Multiple Linear Regression:

Individuals who rate their health as “Poor” experience a statistically significant increase of +15.77 physically unhealthy days compared to the reference group, while “Fair” health adds +6.33 days.
Engaging in physical activity (PhysicalActivitiesYes) reduces unhealthy days by approximately −1.03 days, serving as a protective lifestyle factor.

Decision Tree:

GeneralHealth has an importance score of 8.7 million, far surpassing all other predictors. This indicates that self-perceived health status is the primary splitting criterion in the tree structure.

XGBoost:

GeneralHealthPoor and GeneralHealthFair together account for nearly 73% of the total predictive Gain (0.485 + 0.246).
MentalHealthDays ranks 4th with a 6% Gain contribution, higher than in the other models, suggesting that mental health interacts non-linearly with physical health outcomes.

Objective 3: Compare multiple regression algorithms in predicting physical health outcomes.

XGBoost — Best overall performance, achieving the lowest MAE, lowest RMSE, and highest R-squared. It effectively captures non-linear patterns and complex interactions among health indicators.
Multiple Linear Regression — Provided good interpretability and quantified direct variable impacts, but was limited by its linear assumptions and required removing PoorHealth, ChronicConditionCount, and BMI_category to resolve severe multicollinearity.
Decision Tree — Confirmed that self-perceived health status is the dominant primary split in the population’s health structure.

All three regression objectives have been achieved.

6 Classification

6.1 Classification objective

The classification task focuses on predicting whether a respondent has experienced a heart attack. The target variable is HadHeartAttack, which contains two classes: Yes and No. This is a binary classification problem because each respondent belongs to only one of these two outcome groups.

The objective of this section is to build classification models using the cleaned and balanced training data, then evaluate how well the models identify heart attack cases on the untouched test data. The EDA section shows that heart attack occurrence is related to variables such as age, sex, general health, chronic condition count, smoker status, and BMI category, so these predictors are expected to contribute useful information during modelling.

PhysicalHealthDays is excluded from the classification predictors because it is the target variable for the regression task.

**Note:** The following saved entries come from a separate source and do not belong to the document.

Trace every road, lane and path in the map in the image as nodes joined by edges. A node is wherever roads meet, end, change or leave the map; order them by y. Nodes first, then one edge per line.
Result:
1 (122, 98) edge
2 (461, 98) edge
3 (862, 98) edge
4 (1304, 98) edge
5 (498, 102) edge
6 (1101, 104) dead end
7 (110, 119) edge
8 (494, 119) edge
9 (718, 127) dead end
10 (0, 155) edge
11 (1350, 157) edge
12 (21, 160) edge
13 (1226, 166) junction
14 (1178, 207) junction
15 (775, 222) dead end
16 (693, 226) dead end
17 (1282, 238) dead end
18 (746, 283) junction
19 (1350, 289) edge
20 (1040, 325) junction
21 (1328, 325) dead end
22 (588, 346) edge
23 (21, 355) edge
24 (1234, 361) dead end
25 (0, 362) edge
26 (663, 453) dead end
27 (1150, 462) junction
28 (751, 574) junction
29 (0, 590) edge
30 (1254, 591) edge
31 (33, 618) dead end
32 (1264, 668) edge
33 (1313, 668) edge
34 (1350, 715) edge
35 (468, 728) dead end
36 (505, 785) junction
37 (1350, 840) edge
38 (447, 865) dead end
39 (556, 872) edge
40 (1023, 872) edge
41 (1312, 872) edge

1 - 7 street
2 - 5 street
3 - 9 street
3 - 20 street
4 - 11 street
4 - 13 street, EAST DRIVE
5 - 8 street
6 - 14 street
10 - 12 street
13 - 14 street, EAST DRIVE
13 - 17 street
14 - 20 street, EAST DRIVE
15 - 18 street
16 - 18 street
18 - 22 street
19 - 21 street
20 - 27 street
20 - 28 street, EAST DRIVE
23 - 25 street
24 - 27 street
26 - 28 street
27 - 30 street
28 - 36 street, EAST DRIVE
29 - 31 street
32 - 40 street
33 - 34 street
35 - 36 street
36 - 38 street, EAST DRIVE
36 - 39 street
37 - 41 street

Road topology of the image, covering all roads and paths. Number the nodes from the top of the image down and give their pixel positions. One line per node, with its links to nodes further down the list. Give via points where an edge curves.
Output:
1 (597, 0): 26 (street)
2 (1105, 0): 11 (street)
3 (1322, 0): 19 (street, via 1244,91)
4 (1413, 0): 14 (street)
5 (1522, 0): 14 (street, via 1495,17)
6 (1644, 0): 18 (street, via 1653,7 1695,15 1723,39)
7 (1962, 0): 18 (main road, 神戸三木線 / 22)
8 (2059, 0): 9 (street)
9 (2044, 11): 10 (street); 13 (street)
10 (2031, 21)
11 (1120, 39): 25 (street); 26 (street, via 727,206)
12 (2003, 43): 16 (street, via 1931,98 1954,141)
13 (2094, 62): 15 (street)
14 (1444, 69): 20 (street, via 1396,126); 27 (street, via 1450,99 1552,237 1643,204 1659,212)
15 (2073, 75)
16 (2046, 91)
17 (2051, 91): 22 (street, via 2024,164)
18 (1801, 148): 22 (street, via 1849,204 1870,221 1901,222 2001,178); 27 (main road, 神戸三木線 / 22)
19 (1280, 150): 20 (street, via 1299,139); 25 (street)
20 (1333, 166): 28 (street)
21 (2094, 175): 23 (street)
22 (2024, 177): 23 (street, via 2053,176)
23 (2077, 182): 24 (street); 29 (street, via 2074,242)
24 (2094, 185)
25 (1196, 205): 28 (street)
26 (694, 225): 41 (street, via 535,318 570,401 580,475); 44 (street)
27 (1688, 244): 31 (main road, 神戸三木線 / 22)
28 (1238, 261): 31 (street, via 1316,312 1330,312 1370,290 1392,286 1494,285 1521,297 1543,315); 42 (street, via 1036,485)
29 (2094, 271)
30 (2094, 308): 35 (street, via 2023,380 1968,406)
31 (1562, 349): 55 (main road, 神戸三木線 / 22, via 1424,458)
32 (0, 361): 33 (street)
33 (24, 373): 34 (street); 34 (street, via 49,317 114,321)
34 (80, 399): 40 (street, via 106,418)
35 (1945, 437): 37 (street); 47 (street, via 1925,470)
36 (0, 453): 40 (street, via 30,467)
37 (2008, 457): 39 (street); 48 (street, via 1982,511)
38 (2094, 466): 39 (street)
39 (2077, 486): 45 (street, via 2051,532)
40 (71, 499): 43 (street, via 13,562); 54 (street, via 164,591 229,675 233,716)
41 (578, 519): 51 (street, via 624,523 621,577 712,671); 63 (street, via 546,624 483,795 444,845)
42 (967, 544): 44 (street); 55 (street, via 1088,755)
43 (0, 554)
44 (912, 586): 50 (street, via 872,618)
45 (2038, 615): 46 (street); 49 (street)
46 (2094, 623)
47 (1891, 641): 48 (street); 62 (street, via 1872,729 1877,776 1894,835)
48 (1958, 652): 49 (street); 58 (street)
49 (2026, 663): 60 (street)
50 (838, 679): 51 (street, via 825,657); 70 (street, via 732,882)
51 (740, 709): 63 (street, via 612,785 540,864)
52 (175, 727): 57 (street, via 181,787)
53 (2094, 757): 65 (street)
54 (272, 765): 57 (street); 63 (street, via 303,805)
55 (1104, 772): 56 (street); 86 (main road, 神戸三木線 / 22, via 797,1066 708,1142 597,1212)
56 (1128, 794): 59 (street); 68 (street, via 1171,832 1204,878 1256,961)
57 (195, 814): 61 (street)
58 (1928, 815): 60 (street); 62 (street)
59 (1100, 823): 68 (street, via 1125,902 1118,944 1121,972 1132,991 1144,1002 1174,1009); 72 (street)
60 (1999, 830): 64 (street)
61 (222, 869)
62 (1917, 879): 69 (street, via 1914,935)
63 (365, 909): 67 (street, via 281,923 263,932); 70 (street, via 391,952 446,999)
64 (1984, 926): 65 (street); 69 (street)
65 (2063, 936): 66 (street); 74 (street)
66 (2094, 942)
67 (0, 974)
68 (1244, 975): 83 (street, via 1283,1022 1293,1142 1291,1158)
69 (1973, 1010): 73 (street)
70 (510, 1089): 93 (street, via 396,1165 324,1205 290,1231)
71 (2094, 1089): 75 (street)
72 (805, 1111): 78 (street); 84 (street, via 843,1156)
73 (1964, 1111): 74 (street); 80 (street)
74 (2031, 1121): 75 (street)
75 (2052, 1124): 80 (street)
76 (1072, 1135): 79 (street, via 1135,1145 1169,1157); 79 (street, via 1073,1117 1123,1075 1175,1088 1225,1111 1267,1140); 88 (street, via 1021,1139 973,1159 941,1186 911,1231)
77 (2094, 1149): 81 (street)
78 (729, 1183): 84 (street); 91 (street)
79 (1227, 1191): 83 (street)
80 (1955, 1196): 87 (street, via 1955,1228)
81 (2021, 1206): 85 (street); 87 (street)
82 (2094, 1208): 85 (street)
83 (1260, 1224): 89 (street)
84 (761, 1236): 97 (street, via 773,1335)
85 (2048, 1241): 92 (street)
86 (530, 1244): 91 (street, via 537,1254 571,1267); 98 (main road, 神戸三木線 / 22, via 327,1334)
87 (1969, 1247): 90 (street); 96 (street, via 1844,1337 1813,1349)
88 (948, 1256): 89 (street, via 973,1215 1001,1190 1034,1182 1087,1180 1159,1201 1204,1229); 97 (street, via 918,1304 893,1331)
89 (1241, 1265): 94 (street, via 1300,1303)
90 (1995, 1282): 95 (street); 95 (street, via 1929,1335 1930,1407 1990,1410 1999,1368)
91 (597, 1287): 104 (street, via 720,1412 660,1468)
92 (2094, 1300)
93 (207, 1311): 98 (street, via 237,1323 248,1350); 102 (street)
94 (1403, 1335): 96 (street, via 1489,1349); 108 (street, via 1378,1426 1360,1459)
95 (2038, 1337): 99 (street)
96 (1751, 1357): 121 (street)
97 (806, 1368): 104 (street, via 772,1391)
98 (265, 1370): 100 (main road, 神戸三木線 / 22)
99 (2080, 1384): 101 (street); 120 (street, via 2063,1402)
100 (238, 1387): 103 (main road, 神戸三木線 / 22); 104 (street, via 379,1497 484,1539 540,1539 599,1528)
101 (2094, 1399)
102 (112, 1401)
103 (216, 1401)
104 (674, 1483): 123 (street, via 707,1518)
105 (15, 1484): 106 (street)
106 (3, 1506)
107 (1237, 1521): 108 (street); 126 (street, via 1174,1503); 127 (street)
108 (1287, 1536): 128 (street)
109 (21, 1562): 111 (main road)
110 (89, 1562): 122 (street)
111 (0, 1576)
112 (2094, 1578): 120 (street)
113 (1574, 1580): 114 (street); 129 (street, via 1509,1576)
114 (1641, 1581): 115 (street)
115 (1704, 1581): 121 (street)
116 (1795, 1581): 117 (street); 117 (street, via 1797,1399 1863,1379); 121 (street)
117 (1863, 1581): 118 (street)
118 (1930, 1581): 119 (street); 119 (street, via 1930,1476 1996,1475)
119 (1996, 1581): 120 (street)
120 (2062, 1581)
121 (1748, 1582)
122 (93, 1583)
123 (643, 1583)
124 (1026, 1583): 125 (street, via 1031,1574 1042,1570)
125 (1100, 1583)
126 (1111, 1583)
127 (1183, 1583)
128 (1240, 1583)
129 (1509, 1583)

6.2 Preparing the classification data

The classification models use train_balanced for training and test_data for evaluation. The training set was balanced during preprocessing using SMOTE-NC, while the test set remains unchanged so that the final evaluation reflects the real distribution of heart attack cases. To keep the classification task separate from the regression task, PhysicalHealthDays is removed from the classification modelling data before training the models.

class_train <- train_balanced
class_test  <- test_data

# Exclude the regression target from classification predictors.
class_train <- class_train %>% select(-PhysicalHealthDays)
class_test  <- class_test %>% select(-PhysicalHealthDays)

# Set the reference level clearly so "Yes" can be treated as the positive class.
class_train$HadHeartAttack <- relevel(as.factor(class_train$HadHeartAttack), ref = "No")
class_test$HadHeartAttack  <- factor(class_test$HadHeartAttack,
                                     levels = levels(class_train$HadHeartAttack))

# Treat age groups as regular categories for modelling.
class_train$AgeCategory <- factor(class_train$AgeCategory, ordered = FALSE)
class_test$AgeCategory  <- factor(class_test$AgeCategory,
                                  levels = levels(class_train$AgeCategory),
                                  ordered = FALSE)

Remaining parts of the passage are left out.